*Records shown:*
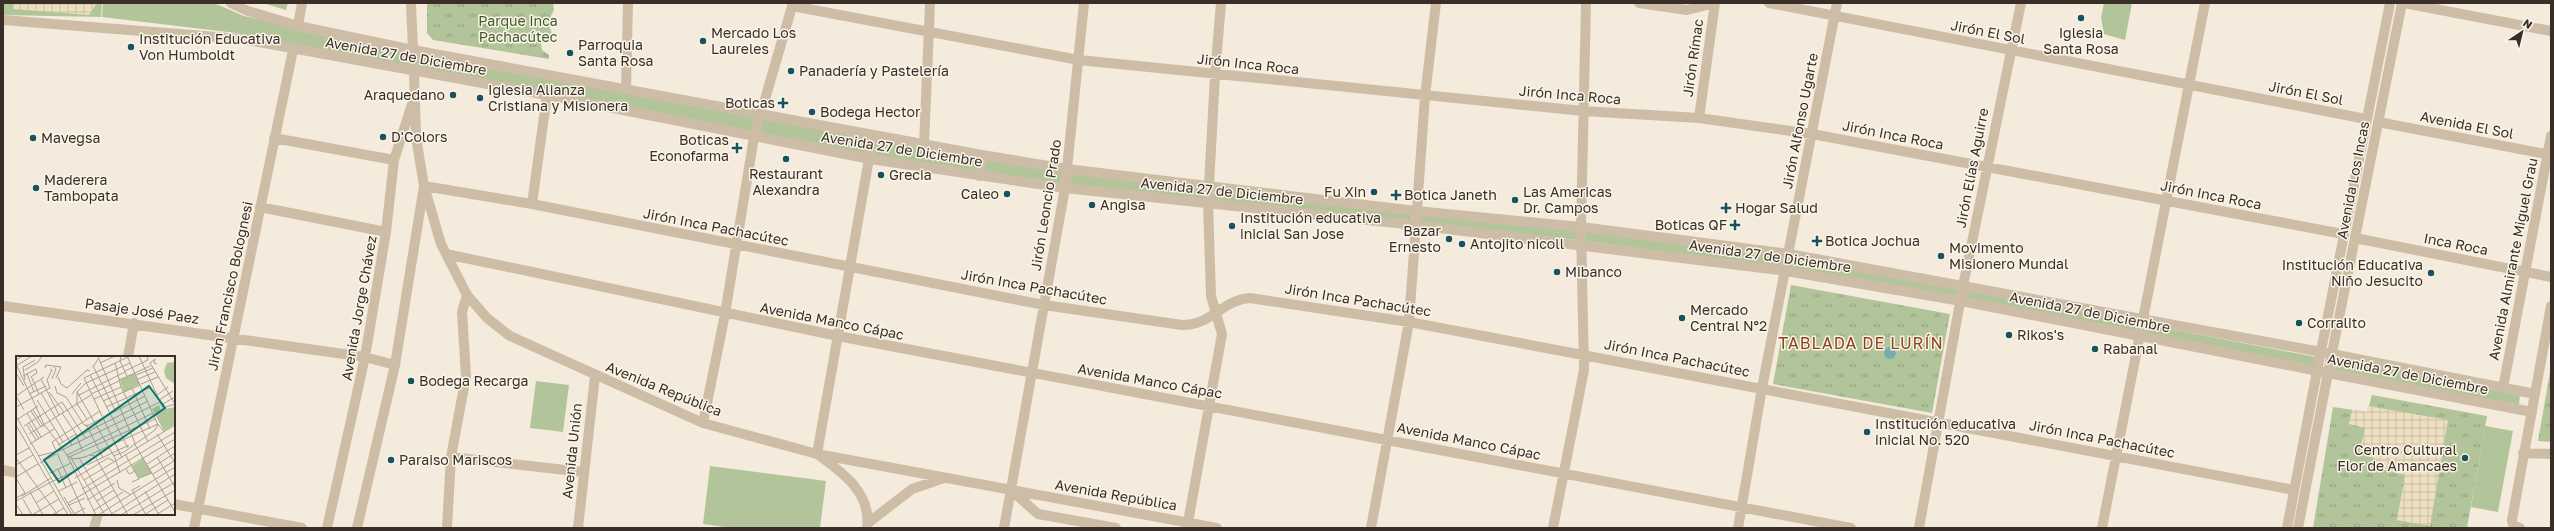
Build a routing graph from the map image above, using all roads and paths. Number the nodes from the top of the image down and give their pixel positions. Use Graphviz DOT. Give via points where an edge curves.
graph roads {
  1 [pos="230,3"];
  2 [pos="302,3"];
  3 [pos="411,3"];
  4 [pos="628,3"];
  5 [pos="930,3"];
  6 [pos="1084,3"];
  7 [pos="1221,3"];
  8 [pos="1436,3"];
  9 [pos="1586,3"];
  10 [pos="1639,3"];
  11 [pos="1715,3"];
  12 [pos="1769,3"];
  13 [pos="1838,3"];
  14 [pos="2020,3"];
  15 [pos="2205,3"];
  16 [pos="2390,3"];
  17 [pos="2403,3"];
  18 [pos="793,5"];
  19 [pos="1835,17"];
  20 [pos="3,20"];
  21 [pos="298,26"];
  22 [pos="2551,31"];
  23 [pos="930,32"];
  24 [pos="293,50"];
  25 [pos="413,50"];
  26 [pos="2010,51"];
  27 [pos="1079,60"];
  28 [pos="414,72"];
  29 [pos="1215,75"];
  30 [pos="2189,84"];
  31 [pos="626,89"];
  32 [pos="415,93"];
  33 [pos="547,96"];
  34 [pos="1425,96"];
  35 [pos="1583,111"];
  36 [pos="760,115"];
  37 [pos="1699,118"];
  38 [pos="2366,119"];
  39 [pos="2378,122"];
  40 [pos="1812,134"];
  41 [pos="873,136"];
  42 [pos="2551,136"];
  43 [pos="754,137"];
  44 [pos="274,138"];
  45 [pos="924,145"];
  46 [pos="2549,155"];
  47 [pos="982,156"];
  48 [pos="870,159"];
  49 [pos="394,160"];
  50 [pos="1987,167"];
  51 [pos="1067,169"];
  52 [pos="979,176"];
  53 [pos="424,186"];
  54 [pos="1210,186"];
  55 [pos="1065,188"];
  56 [pos="2166,200"];
  57 [pos="532,204"];
  58 [pos="1208,204"];
  59 [pos="260,207"];
  60 [pos="1416,211"];
  61 [pos="1415,225"];
  62 [pos="1581,227"];
  63 [pos="386,232"];
  64 [pos="2343,234"];
  65 [pos="2355,238"];
  66 [pos="1581,244"];
  67 [pos="736,245"];
  68 [pos="446,254"];
  69 [pos="1789,254"];
  70 [pos="850,267"];
  71 [pos="1786,271"];
  72 [pos="2525,272"];
  73 [pos="2551,277"];
  74 [pos="1963,286"];
  75 [pos="467,296"];
  76 [pos="1961,301"];
  77 [pos="1044,305"];
  78 [pos="3,306"];
  79 [pos="2551,306"];
  80 [pos="725,314"];
  81 [pos="1216,314"];
  82 [pos="2142,320"];
  83 [pos="1409,322"];
  84 [pos="134,323"];
  85 [pos="2138,335"];
  86 [pos="838,336"];
  87 [pos="233,338"];
  88 [pos="2548,341"];
  89 [pos="2320,352"];
  90 [pos="2332,354"];
  91 [pos="1585,355"];
  92 [pos="128,356"];
  93 [pos="365,357"];
  94 [pos="395,365"];
  95 [pos="2317,371"];
  96 [pos="2328,373"];
  97 [pos="1031,374"];
  98 [pos="595,376"];
  99 [pos="1762,388"];
  100 [pos="2503,388"];
  101 [pos="2535,394"];
  102 [pos="1209,406"];
  103 [pos="2532,412"];
  104 [pos="1939,422"];
  105 [pos="703,423"];
  106 [pos="1389,440"];
  107 [pos="2523,453"];
  108 [pos="817,454"];
  109 [pos="2551,454"];
  110 [pos="2116,456"];
  111 [pos="450,457"];
  112 [pos="3,470"];
  113 [pos="583,472"];
  114 [pos="16,473"];
  115 [pos="1564,474"];
  116 [pos="944,478"];
  117 [pos="1010,490"];
  118 [pos="2294,490"];
  119 [pos="175,504"];
  120 [pos="198,508"];
  121 [pos="1742,508"];
  122 [pos="98,515"];
  123 [pos="867,525"];
  124 [pos="1187,525"];
  125 [pos="94,528"];
  126 [pos="194,528"];
  127 [pos="302,528"];
  128 [pos="327,528"];
  129 [pos="357,528"];
  130 [pos="446,528"];
  131 [pos="578,528"];
  132 [pos="1004,528"];
  133 [pos="1116,528"];
  134 [pos="1216,528"];
  135 [pos="1371,528"];
  136 [pos="1553,528"];
  137 [pos="1738,528"];
  138 [pos="1851,528"];
  139 [pos="1919,528"];
  140 [pos="2102,528"];
  141 [pos="2287,528"];
  142 [pos="2298,528"];
  143 [pos="2518,528"];
  1 -- 21 [label="street, Avenida 27 de Diciembre"];
  2 -- 21 [label="street"];
  3 -- 25 [label="street, Avenida Jorge Chávez"];
  4 -- 31 [label="street"];
  5 -- 23 [label="street"];
  6 -- 27 [label="street, Jirón Leoncio Prado"];
  7 -- 29 [label="street"];
  8 -- 34 [label="street"];
  9 -- 35 [label="street"];
  10 -- 11 [label="street" via="1687,10"];
  11 -- 37 [label="street, Jirón Rímac"];
  12 -- 19 [label="street, Jirón El Sol"];
  13 -- 19 [label="street, Jirón Alfonso Ugarte"];
  14 -- 26 [label="street, Jirón Elías Aguirre"];
  15 -- 30 [label="street"];
  16 -- 38 [label="street, Avenida Los Incas"];
  17 -- 22 [label="street"];
  17 -- 39 [label="street, Avenida Los Incas"];
  18 -- 23 [label="street, Jirón Inca Roca"];
  18 -- 36 [label="street"];
  19 -- 26 [label="street, Jirón El Sol"];
  19 -- 40 [label="street, Jirón Alfonso Ugarte"];
  20 -- 24 [label="street, Avenida 27 de Diciembre" via="242,39"];
  21 -- 25 [label="street, Avenida 27 de Diciembre"];
  23 -- 27 [label="street, Jirón Inca Roca"];
  23 -- 45 [label="street"];
  24 -- 28 [label="street, Avenida 27 de Diciembre"];
  24 -- 44 [label="street, Jirón Francisco Bolognesi"];
  25 -- 28 [label="street, Avenida Jorge Chávez"];
  25 -- 31 [label="street, Avenida 27 de Diciembre"];
  26 -- 30 [label="street, Jirón El Sol"];
  26 -- 50 [label="street, Jirón Elías Aguirre"];
  27 -- 29 [label="street, Jirón Inca Roca"];
  27 -- 51 [label="street, Jirón Leoncio Prado"];
  28 -- 32 [label="street, Avenida Jorge Chávez"];
  28 -- 33 [label="street, Avenida 27 de Diciembre"];
  29 -- 34 [label="street, Jirón Inca Roca"];
  29 -- 54 [label="street"];
  30 -- 38 [label="street, Jirón El Sol"];
  30 -- 56 [label="street"];
  31 -- 36 [label="street, Avenida 27 de Diciembre"];
  32 -- 49 [label="street, Avenida Jorge Chávez"];
  32 -- 53 [label="street, Avenida Jorge Chávez" via="416,137"];
  33 -- 43 [label="street, Avenida 27 de Diciembre"];
  33 -- 57 [label="street"];
  34 -- 35 [label="street, Jirón Inca Roca"];
  34 -- 60 [label="street"];
  35 -- 37 [label="street, Jirón Inca Roca"];
  35 -- 62 [label="street"];
  36 -- 41 [label="street, Avenida 27 de Diciembre"];
  36 -- 43 [label="street"];
  37 -- 40 [label="street, Jirón Inca Roca"];
  38 -- 64 [label="street, Avenida Los Incas"];
  39 -- 46 [label="street, Avenida El Sol"];
  39 -- 65 [label="street, Avenida Los Incas"];
  40 -- 50 [label="street, Jirón Inca Roca"];
  40 -- 69 [label="street, Jirón Alfonso Ugarte"];
  41 -- 45 [label="street, Avenida 27 de Diciembre"];
  41 -- 48 [label="street"];
  42 -- 46 [label="street, Avenida Almirante Miguel Grau"];
  43 -- 48 [label="street, Avenida 27 de Diciembre"];
  43 -- 67 [label="street"];
  44 -- 49 [label="street"];
  44 -- 59 [label="street, Jirón Francisco Bolognesi"];
  45 -- 47 [label="street, Avenida 27 de Diciembre"];
  46 -- 72 [label="street, Avenida Almirante Miguel Grau"];
  47 -- 51 [label="street, Avenida 27 de Diciembre"];
  47 -- 52 [label="street"];
  48 -- 52 [label="street, Avenida 27 de Diciembre"];
  48 -- 70 [label="street"];
  49 -- 63 [label="street, Avenida Jorge Chávez"];
  50 -- 56 [label="street, Jirón Inca Roca"];
  50 -- 74 [label="street, Jirón Elías Aguirre"];
  51 -- 54 [label="street, Avenida 27 de Diciembre"];
  51 -- 55 [label="street, Jirón Leoncio Prado"];
  52 -- 55 [label="street, Avenida 27 de Diciembre"];
  53 -- 57 [label="street, Jirón Inca Pachacútec"];
  53 -- 68 [label="street, Avenida República" via="432,219"];
  53 -- 94 [label="street, Avenida Jorge Chávez"];
  54 -- 58 [label="street"];
  54 -- 60 [label="street, Avenida 27 de Diciembre"];
  55 -- 58 [label="street, Avenida 27 de Diciembre"];
  55 -- 77 [label="street, Jirón Leoncio Prado"];
  56 -- 64 [label="street, Jirón Inca Roca"];
  56 -- 82 [label="street"];
  57 -- 67 [label="street, Jirón Inca Pachacútec"];
  58 -- 61 [label="street, Avenida 27 de Diciembre"];
  58 -- 81 [label="street" via="1210,287"];
  59 -- 63 [label="street"];
  59 -- 87 [label="street, Jirón Francisco Bolognesi"];
  60 -- 61 [label="street"];
  60 -- 62 [label="street, Avenida 27 de Diciembre"];
  61 -- 66 [label="street, Avenida 27 de Diciembre"];
  61 -- 83 [label="street"];
  62 -- 66 [label="street"];
  62 -- 69 [label="street, Avenida 27 de Diciembre"];
  63 -- 93 [label="street, Avenida Jorge Chávez"];
  64 -- 89 [label="street, Avenida Los Incas"];
  65 -- 72 [label="street, Inca Roca"];
  65 -- 90 [label="street, Avenida Los Incas"];
  66 -- 71 [label="street, Avenida 27 de Diciembre"];
  66 -- 91 [label="street"];
  67 -- 70 [label="street, Jirón Inca Pachacútec"];
  67 -- 80 [label="street"];
  68 -- 75 [label="street, Avenida República"];
  68 -- 80 [label="street, Avenida Manco Cápac"];
  69 -- 71 [label="street, Jirón Alfonso Ugarte"];
  69 -- 74 [label="street, Avenida 27 de Diciembre"];
  70 -- 77 [label="street, Jirón Inca Pachacútec"];
  70 -- 86 [label="street"];
  71 -- 76 [label="street, Avenida 27 de Diciembre"];
  71 -- 99 [label="street, Jirón Alfonso Ugarte"];
  72 -- 73 [label="street, Inca Roca"];
  72 -- 100 [label="street, Avenida Almirante Miguel Grau"];
  74 -- 76 [label="street, Jirón Elías Aguirre"];
  74 -- 82 [label="street, Avenida 27 de Diciembre"];
  75 -- 98 [label="street, Avenida República" via="487,318 510,336"];
  75 -- 111 [label="street" via="462,312 466,376"];
  76 -- 85 [label="street, Avenida 27 de Diciembre"];
  76 -- 104 [label="street, Jirón Elías Aguirre"];
  77 -- 81 [label="street, Jirón Inca Pachacútec" via="1182,325 1202,323"];
  77 -- 97 [label="street, Jirón Leoncio Prado"];
  78 -- 84 [label="street, Pasaje José Paez"];
  79 -- 88 [label="street"];
  80 -- 86 [label="street, Avenida Manco Cápac"];
  80 -- 105 [label="street"];
  81 -- 83 [label="street, Jirón Inca Pachacútec" via="1234,300 1250,298"];
  81 -- 102 [label="street" via="1222,334"];
  82 -- 85 [label="street"];
  82 -- 89 [label="street, Avenida 27 de Diciembre"];
  83 -- 91 [label="street, Jirón Inca Pachacútec"];
  83 -- 106 [label="street"];
  84 -- 87 [label="street, Pasaje José Paez"];
  84 -- 92 [label="street"];
  85 -- 95 [label="street, Avenida 27 de Diciembre"];
  85 -- 110 [label="street"];
  86 -- 97 [label="street, Avenida Manco Cápac"];
  86 -- 108 [label="street"];
  87 -- 93 [label="street, Pasaje José Paez"];
  87 -- 120 [label="street, Jirón Francisco Bolognesi"];
  88 -- 101 [label="street"];
  89 -- 90 [label="street, Avenida 27 de Diciembre"];
  89 -- 95 [label="street, Avenida Los Incas"];
  90 -- 96 [label="street, Avenida Los Incas"];
  90 -- 100 [label="street, Avenida 27 de Diciembre"];
  91 -- 99 [label="street, Jirón Inca Pachacútec"];
  91 -- 115 [label="street"];
  93 -- 94 [label="street, Pasaje José Paez"];
  93 -- 128 [label="street, Avenida Jorge Chávez"];
  94 -- 129 [label="street, Avenida Jorge Chávez"];
  95 -- 96 [label="street, Avenida 27 de Diciembre"];
  95 -- 118 [label="street, Avenida Los Incas"];
  96 -- 103 [label="street, Avenida 27 de Diciembre"];
  96 -- 142 [label="street, Avenida Los Incas"];
  97 -- 102 [label="street, Avenida Manco Cápac"];
  97 -- 117 [label="street, Jirón Leoncio Prado"];
  98 -- 105 [label="street, Avenida República"];
  98 -- 113 [label="street, Avenida Unión"];
  99 -- 104 [label="street, Jirón Inca Pachacútec"];
  99 -- 121 [label="street, Jirón Alfonso Ugarte"];
  100 -- 101 [label="street, Avenida 27 de Diciembre"];
  101 -- 103 [label="street"];
  102 -- 106 [label="street, Avenida Manco Cápac"];
  102 -- 124 [label="street"];
  103 -- 107 [label="street"];
  104 -- 110 [label="street, Jirón Inca Pachacútec"];
  104 -- 139 [label="street, Jirón Elías Aguirre"];
  105 -- 108 [label="street, Avenida República"];
  106 -- 115 [label="street, Avenida Manco Cápac"];
  106 -- 135 [label="street"];
  107 -- 109 [label="street"];
  107 -- 143 [label="street" via="2512,520"];
  108 -- 116 [label="street, Avenida República"];
  108 -- 123 [label="street" via="855,485 866,505"];
  110 -- 118 [label="street, Jirón Inca Pachacútec"];
  110 -- 140 [label="street"];
  111 -- 113 [label="street"];
  111 -- 130 [label="street"];
  112 -- 114 [label="street"];
  113 -- 131 [label="street, Avenida Unión"];
  115 -- 121 [label="street, Avenida Manco Cápac"];
  115 -- 136 [label="street"];
  116 -- 117 [label="street, Avenida República"];
  116 -- 123 [label="street" via="912,490"];
  117 -- 124 [label="street, Avenida República"];
  117 -- 132 [label="street, Jirón Leoncio Prado"];
  117 -- 133 [label="street" via="1038,514"];
  118 -- 141 [label="street, Avenida Los Incas"];
  119 -- 120 [label="street"];
  120 -- 126 [label="street, Jirón Francisco Bolognesi"];
  120 -- 127 [label="street"];
  121 -- 137 [label="street, Jirón Alfonso Ugarte"];
  121 -- 138 [label="street, Avenida Manco Cápac"];
  122 -- 125 [label="street"];
  124 -- 134 [label="street, Avenida República"];
}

*What to produce:* Every line above that includes the string "Leoncio" needs to be copied.

*Output of the task:*
  6 -- 27 [label="street, Jirón Leoncio Prado"];
  27 -- 51 [label="street, Jirón Leoncio Prado"];
  51 -- 55 [label="street, Jirón Leoncio Prado"];
  55 -- 77 [label="street, Jirón Leoncio Prado"];
  77 -- 97 [label="street, Jirón Leoncio Prado"];
  97 -- 117 [label="street, Jirón Leoncio Prado"];
  117 -- 132 [label="street, Jirón Leoncio Prado"];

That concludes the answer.